Tempo scaduto. Da oggi, secondo quanto comunicato ai 406 lavoratori lo scorso 24 aprile dalla multinazionale americana, il sito Jabil di Marcianise, comprese le maestranze che non hanno effettuato la scelta delle dimissioni incentivate, dovrebbero passare alla nuova proprietà: la newco Tma costituita per il 55% dalla Tme di Portico di Caserta dell’imprenditore Aniello Stellato e per il 45% da Invitalia, braccio operativo del Ministero dell’Economia.

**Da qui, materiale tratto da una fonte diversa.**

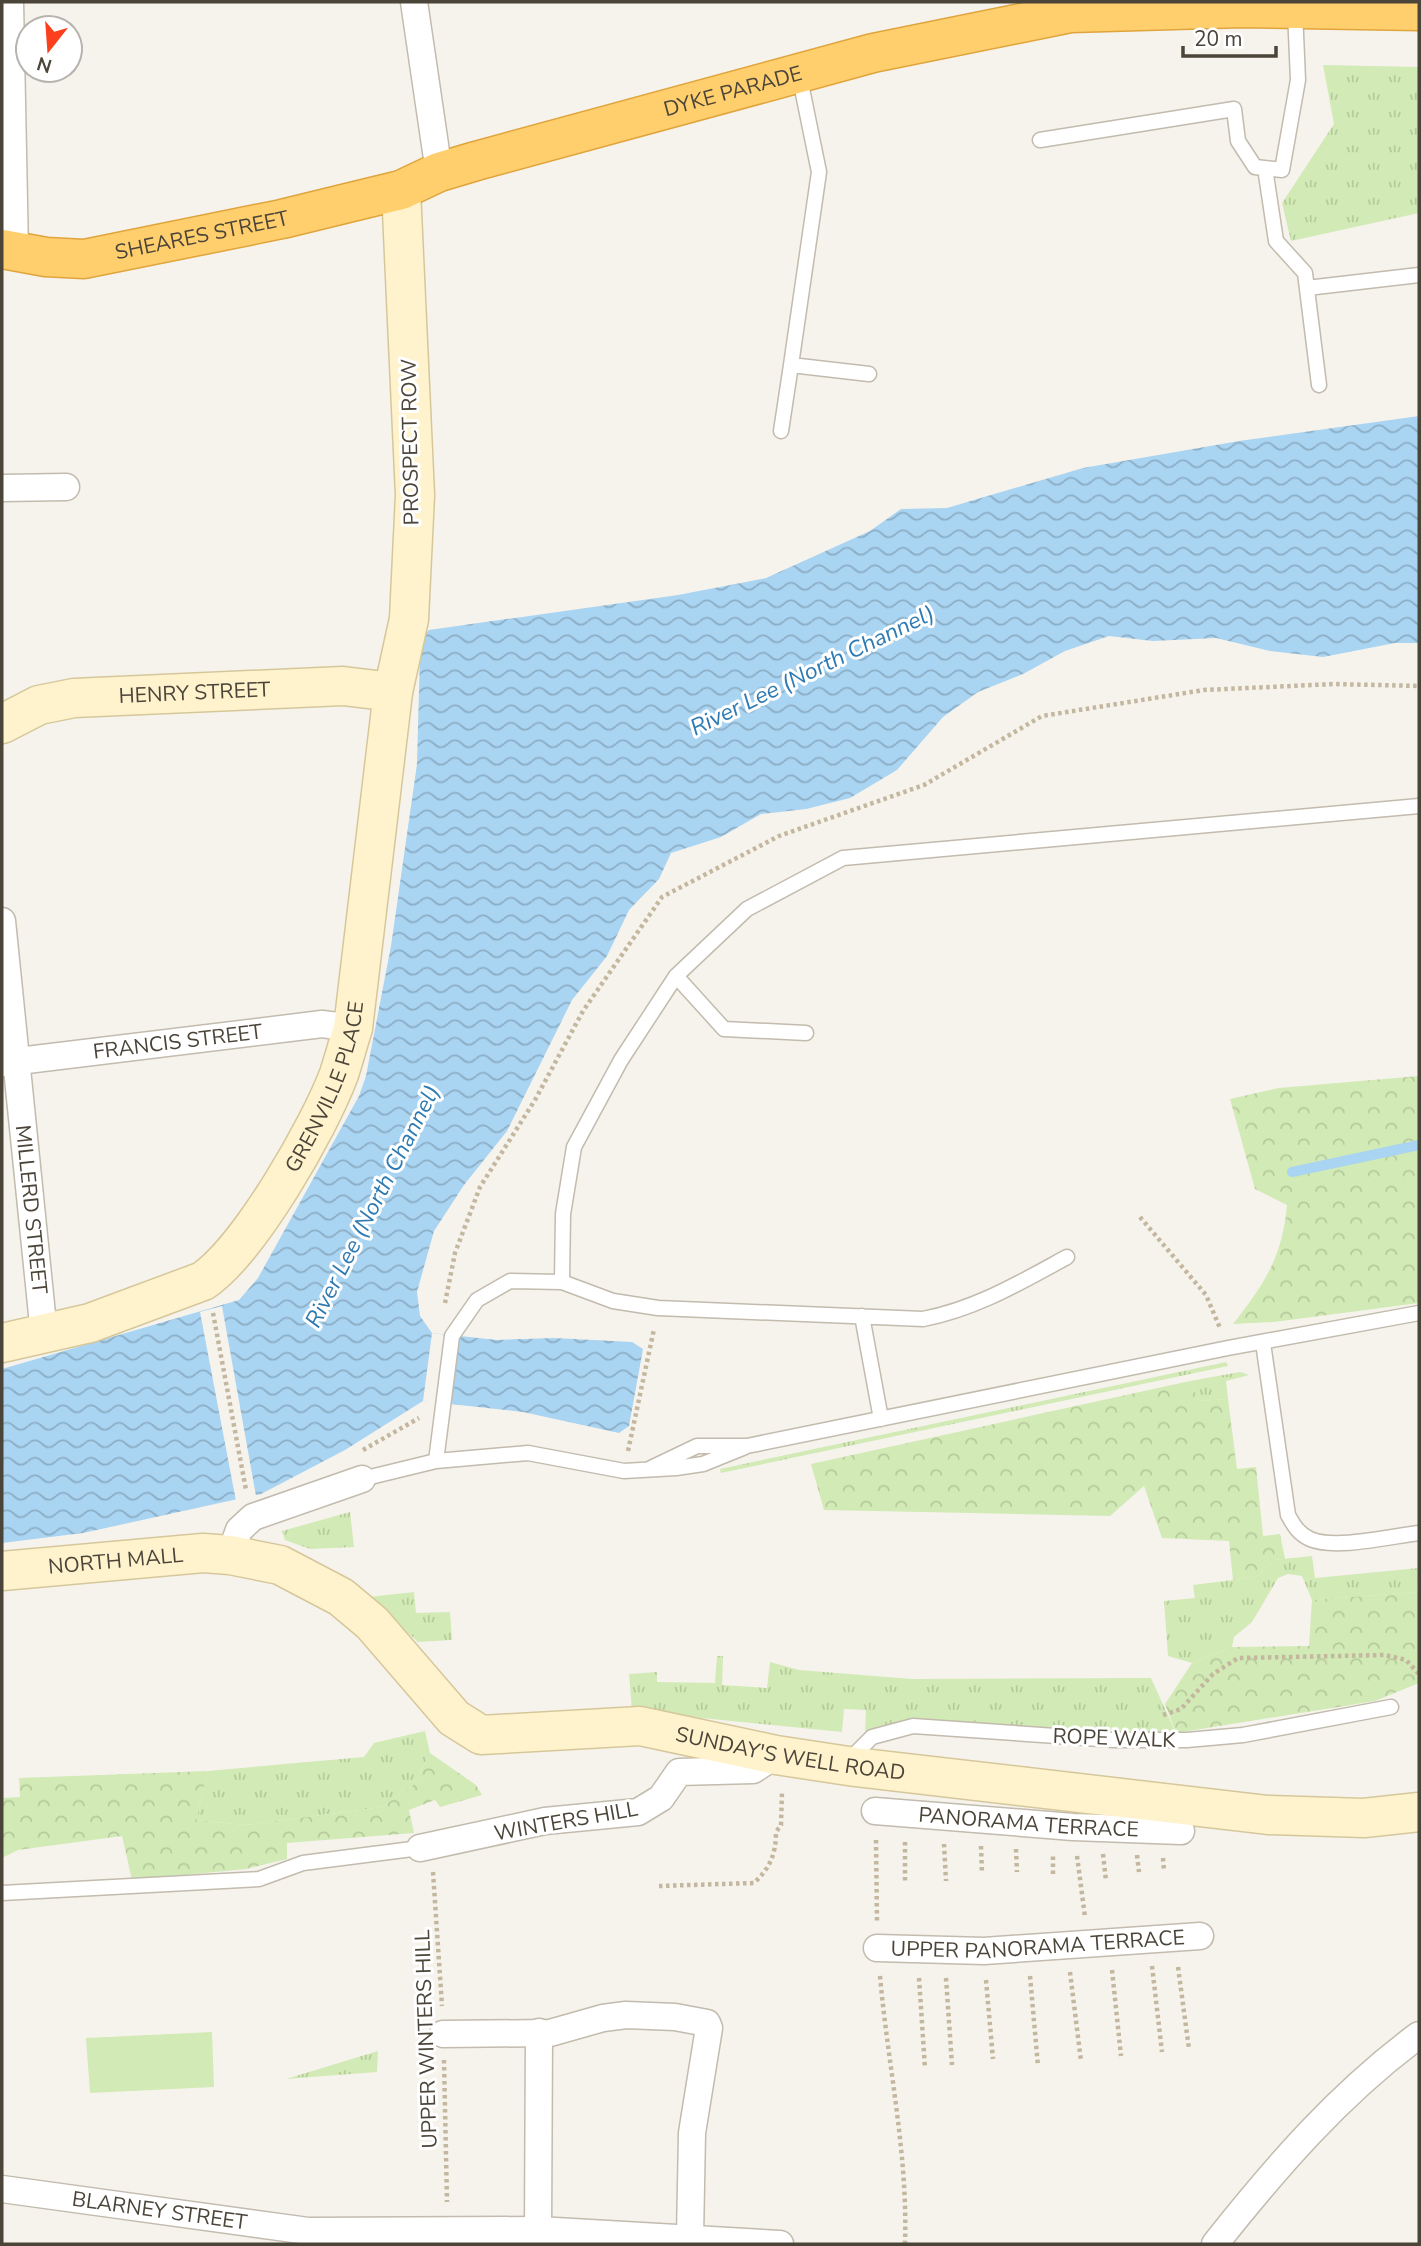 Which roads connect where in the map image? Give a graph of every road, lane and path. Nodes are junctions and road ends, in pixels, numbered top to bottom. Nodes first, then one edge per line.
1 (10, 2) edge
2 (414, 2) edge
3 (1070, 7) edge
4 (1294, 8) junction
5 (1419, 11) edge
6 (798, 73) junction
7 (1040, 139) dead end
8 (1265, 168) junction
9 (439, 172) junction
10 (401, 190) junction
11 (8, 250) edge
12 (1419, 275) edge
13 (1307, 288) junction
14 (791, 366) junction
15 (869, 374) dead end
16 (1320, 385) dead end
17 (781, 431) dead end
18 (66, 487) dead end
19 (2, 488) edge
20 (1419, 686) edge
21 (393, 692) junction
22 (2, 724) edge
23 (1419, 806) edge
24 (2, 921) edge
25 (676, 976) junction
26 (353, 1028) junction
27 (806, 1033) dead end
28 (9, 1062) edge
29 (1140, 1217) dead end
30 (1067, 1257) dead end
31 (562, 1282) junction
32 (444, 1307) dead end
33 (212, 1308) dead end
34 (659, 1308) junction
35 (1419, 1313) edge
36 (862, 1316) junction
37 (44, 1334) junction
38 (2, 1343) edge
39 (1263, 1343) junction
40 (1228, 1348) junction
41 (881, 1419) junction
42 (436, 1461) junction
43 (624, 1471) junction
44 (362, 1479) joint
45 (248, 1497) dead end
46 (1419, 1533) edge
47 (230, 1555) junction
48 (2, 1571) edge
49 (1419, 1674) edge
50 (1391, 1707) dead end
51 (1157, 1715) dead end
52 (855, 1767) junction
53 (779, 1772) junction
54 (875, 1811) joint
55 (1419, 1812) edge
56 (905, 1814) junction
57 (942, 1816) junction
58 (1073, 1827) junction
59 (1181, 1831) dead end
60 (425, 1847) junction
61 (946, 1881) dead end
62 (905, 1883) dead end
63 (659, 1886) dead end
64 (2, 1893) edge
65 (1174, 1938) junction
66 (1089, 1945) junction
67 (877, 1948) junction
68 (1027, 1948) junction
69 (917, 1950) junction
70 (944, 1951) junction
71 (984, 1951) junction
72 (539, 2032) junction
73 (443, 2034) junction
74 (1419, 2035) edge
75 (1189, 2049) dead end
76 (1162, 2052) dead end
77 (1121, 2056) dead end
78 (993, 2059) dead end
79 (1080, 2061) dead end
80 (952, 2065) dead end
81 (1038, 2066) dead end
82 (925, 2068) dead end
83 (2, 2189) edge
84 (538, 2230) junction
85 (448, 2231) junction
86 (690, 2237) junction
87 (780, 2244) edge
88 (905, 2244) edge
89 (1215, 2244) edge

1 - 11 street
2 - 9 street
3 - 4 highway, DYKE PARADE
3 - 6 highway, DYKE PARADE
4 - 5 highway, DYKE PARADE
4 - 8 lane
6 - 9 highway, DYKE PARADE
6 - 14 lane
7 - 8 lane
8 - 13 lane
9 - 10 highway, DYKE PARADE
10 - 11 highway, SHEARES STREET
10 - 21 main road, PROSPECT ROW
12 - 13 lane
13 - 16 lane
14 - 15 lane
14 - 17 lane
18 - 19 street
20 - 32 path
21 - 22 main road, HENRY STREET
21 - 26 main road, GRENVILLE PLACE
23 - 25 lane
24 - 28 street, MILLERD STREET
25 - 27 lane
25 - 31 lane
26 - 28 street, FRANCIS STREET
26 - 37 main road, GRENVILLE PLACE
28 - 37 street, MILLERD STREET
29 - 40 path
30 - 36 lane
31 - 34 lane
31 - 42 lane
33 - 45 path
34 - 36 lane
34 - 43 path
35 - 39 lane
36 - 41 lane
37 - 38 main road, GRENVILLE PLACE
39 - 40 lane
39 - 46 lane
40 - 41 lane
41 - 43 lane
42 - 43 lane
42 - 44 lane
44 - 47 street
47 - 48 main road, NORTH MALL
47 - 53 main road, SUNDAY'S WELL ROAD
49 - 51 path
50 - 52 lane, ROPE WALK
52 - 53 main road, SUNDAY'S WELL ROAD
52 - 55 main road, SUNDAY'S WELL ROAD
53 - 60 street, WINTERS HILL
53 - 63 path
54 - 56 street, PANORAMA TERRACE
54 - 67 path
56 - 57 street, PANORAMA TERRACE
56 - 62 path
57 - 58 street, PANORAMA TERRACE
57 - 61 path
58 - 59 street, PANORAMA TERRACE
58 - 66 path
60 - 64 lane
60 - 73 path, UPPER WINTERS HILL
65 - 66 street, UPPER PANORAMA TERRACE
65 - 75 path
65 - 76 path
66 - 68 street, UPPER PANORAMA TERRACE
66 - 77 path
66 - 79 path
67 - 69 street, UPPER PANORAMA TERRACE
67 - 88 path
68 - 71 street, UPPER PANORAMA TERRACE
68 - 81 path
69 - 70 street, UPPER PANORAMA TERRACE
69 - 82 path
70 - 71 street, UPPER PANORAMA TERRACE
70 - 80 path
71 - 78 path
72 - 73 street
72 - 84 street
72 - 86 street
73 - 85 path, UPPER WINTERS HILL
74 - 89 street
83 - 85 street, BLARNEY STREET
84 - 85 street, BLARNEY STREET
84 - 86 street, BLARNEY STREET
86 - 87 street, BLARNEY STREET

Fino allo scorso venerdì, l’ultimo giorno di lavoro della settimana, nello stabilimento della SS87 che conduce a Casapuzzano, i lavoratori non hanno ricevuto alcuna comunicazione dalla società ed hanno continuato le loro normali attività. Né ci sono stati eventi che hanno fatto pensare ad un imminente passaggio di proprietà. Eppure, i vertici della Jabil, come avevano anche illustrato nel corso della riunione al Ministero delle Imprese e del Made in Italy (Mimit), alla presenza del ministro Adolfo Urso, avevano predisposto «un percorso volontario alternativo alla cessione del rapporto di lavoro all’acquirente». L’alternativa consisteva in tre opzioni che avevano come scadenza del rapporto di lavoro il 31 maggio. La prima riguardava la risoluzione consensuale del rapporto, senza accesso alla Naspi, con riconoscimento di un importo a titolo di esodo incentivato pari a 30mila euro lordi; la seconda, risoluzione unilaterale del rapporto di lavoro (licenziamento collettivo), con accesso alla Naspi, con riconoscimento di un importo a titolo di esodo incentivato pari a 10mila euro lordi; la terza, le dimissioni volontarie.
Jabil a Marcianise, i sindacati a Governo e Regione: «Asset strategico, non deve andare via»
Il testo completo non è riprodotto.